Absolutely, others respond. Space travel has been a pipe dream for many people, but only a tiny minority could actually do it. With these amazing breakthroughs, that is all about to change. We should celebrate this success, and encourage entrepreneurs to make it as accessible as possible. Sign me up!
- Is space tourism a pointless luxury?
- Is being an astronaut a realistic ambition?
- Imagine you were a passenger on the Virgin Galactic space flight. Write a paragraph detailing your experience: how did it feel when the plane took off? What was weightlessness like? How did Earth look from 80 kilometres above? Include as much descriptive language as possible.
- There are three major companies competing to dominate space tourism: Blue Origin, SpaceX and Virgin Galactic. Do some research into each. How do their spacecrafts differ? What aims and objectives do they have? Which company do you think will be the most successful?
Some People Say...
“We should’ve never left the Moon.”Ray Bradbury
What do you think?
Q & A
- What do we know?
- In breaching the 80 kilometre barrier, the Virgin Galactic pilots technically became the first people to launch to “space” from American soil since the space shuttle program ended in 2011. They are also the first to do so with a commercial company.
- What do we not know?
- We do not know when the first tourists will be sent into space. Virgin Galactic wants to do so next year, however, serious delays have hampered plans before. Elon Musk’s plans to take tourists to the moon may also prove an ambition too far — the entrepreneur is currently hampered by legal troubles.
- This is the altitude at which the US government awards astronaut wings.
- Southern California
- The launch location is in the Mojave Desert, 100 miles north of Los Angeles.
- Sir Richard Branson
- English entrepreneur and billionaire. He founded the Virgin Group, which now controls over 400 separate companies. His early success largely came from a chain of record stores.
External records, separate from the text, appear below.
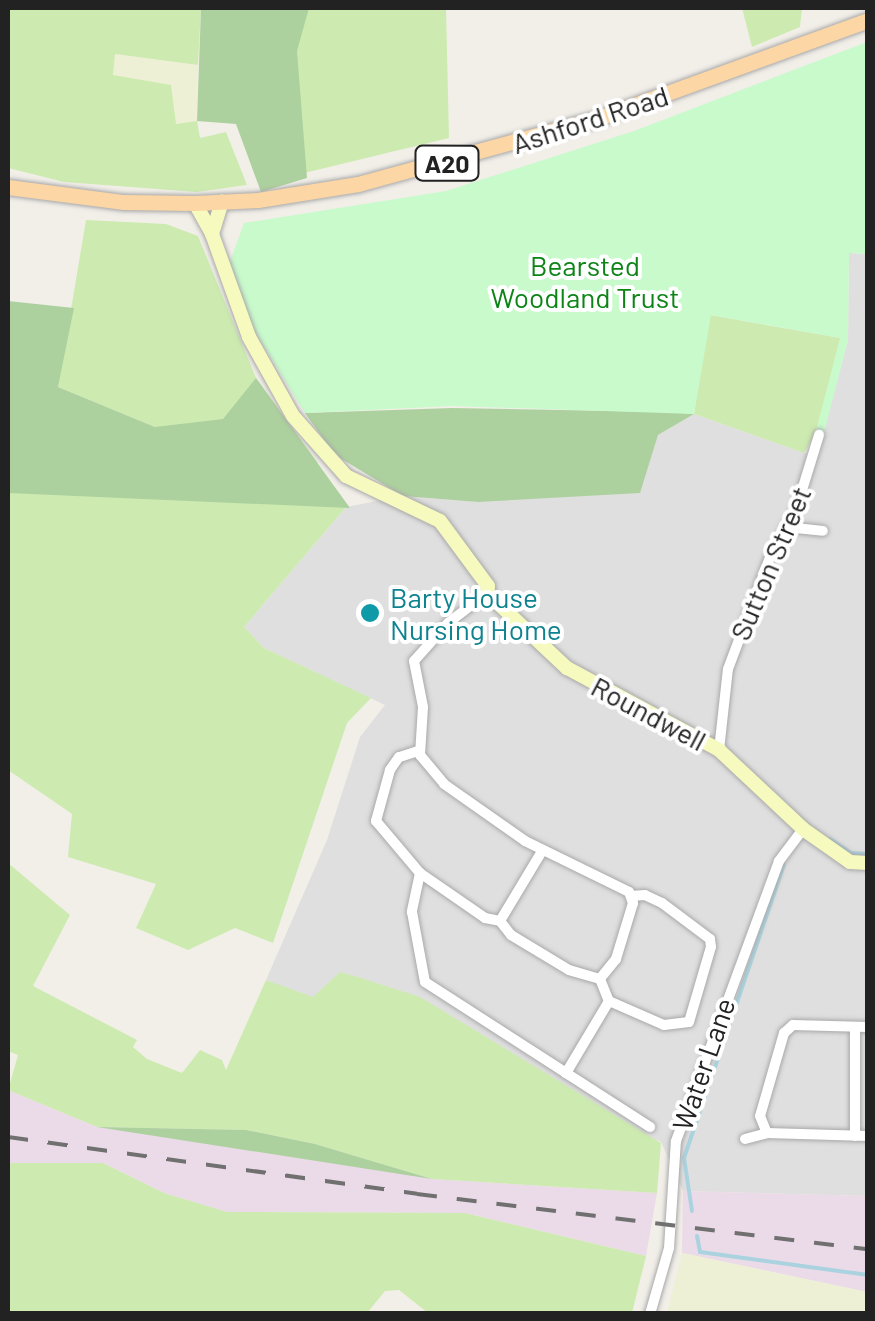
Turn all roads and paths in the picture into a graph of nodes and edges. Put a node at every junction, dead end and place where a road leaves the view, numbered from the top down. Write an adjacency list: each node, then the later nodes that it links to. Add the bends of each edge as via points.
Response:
1 (868, 20): 3 (main road, Ashford Road / A20, via 491,152 358,184)
2 (8, 187): 4 (main road, Ashford Road / A20, via 124,202)
3 (222, 202): 4 (main road, Ashford Road / A20); 5 (street)
4 (195, 203): 5 (street, Roundwell)
5 (212, 234): 9 (street, Roundwell, via 249,337 293,416 346,476 440,522)
6 (819, 436): 7 (street, Sutton Street)
7 (786, 528): 8 (street); 11 (street, Sutton Street, via 728,669)
8 (823, 531)
9 (487, 593): 10 (street, via 414,660 423,708); 11 (street, Roundwell, via 567,668)
10 (418, 750): 13 (street, via 444,784); 15 (street, via 394,763 375,813)
11 (720, 750): 12 (street, Roundwell)
12 (803, 829): 14 (street, Roundwell, via 850,862); 27 (street, Water Lane, via 778,861 676,1141 670,1248)
13 (542, 851): 16 (street, via 612,880); 17 (street)
14 (868, 863)
15 (420, 872): 17 (street); 22 (street, via 412,912 425,982)
16 (631, 896): 18 (street, via 616,959); 19 (street, via 672,908 712,947 686,1024 655,1022)
17 (500, 922): 18 (street, via 569,970)
18 (600, 979): 19 (street)
19 (609, 1001): 22 (street)
20 (855, 1027): 21 (street); 24 (street, via 793,1025 784,1033 760,1116); 25 (street)
21 (868, 1027)
22 (566, 1073): 23 (street)
23 (650, 1127)
24 (767, 1134): 25 (street); 26 (street)
25 (861, 1136)
26 (745, 1139)
27 (650, 1314)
- Called the VMS Eve — named after Sir Richard Branson’s mother.
- Called the VMS Unity. It is designed to carry six passengers into space.
- He has a fortune of over $150 billion. This is $55 billion more than Bill Gates, the second richest man.
- Reusable rockets
- Once the boosters have been used, they descend to Earth in a controlled flight, landing vertically on land or sea. They can then be refuelled and sent on another mission.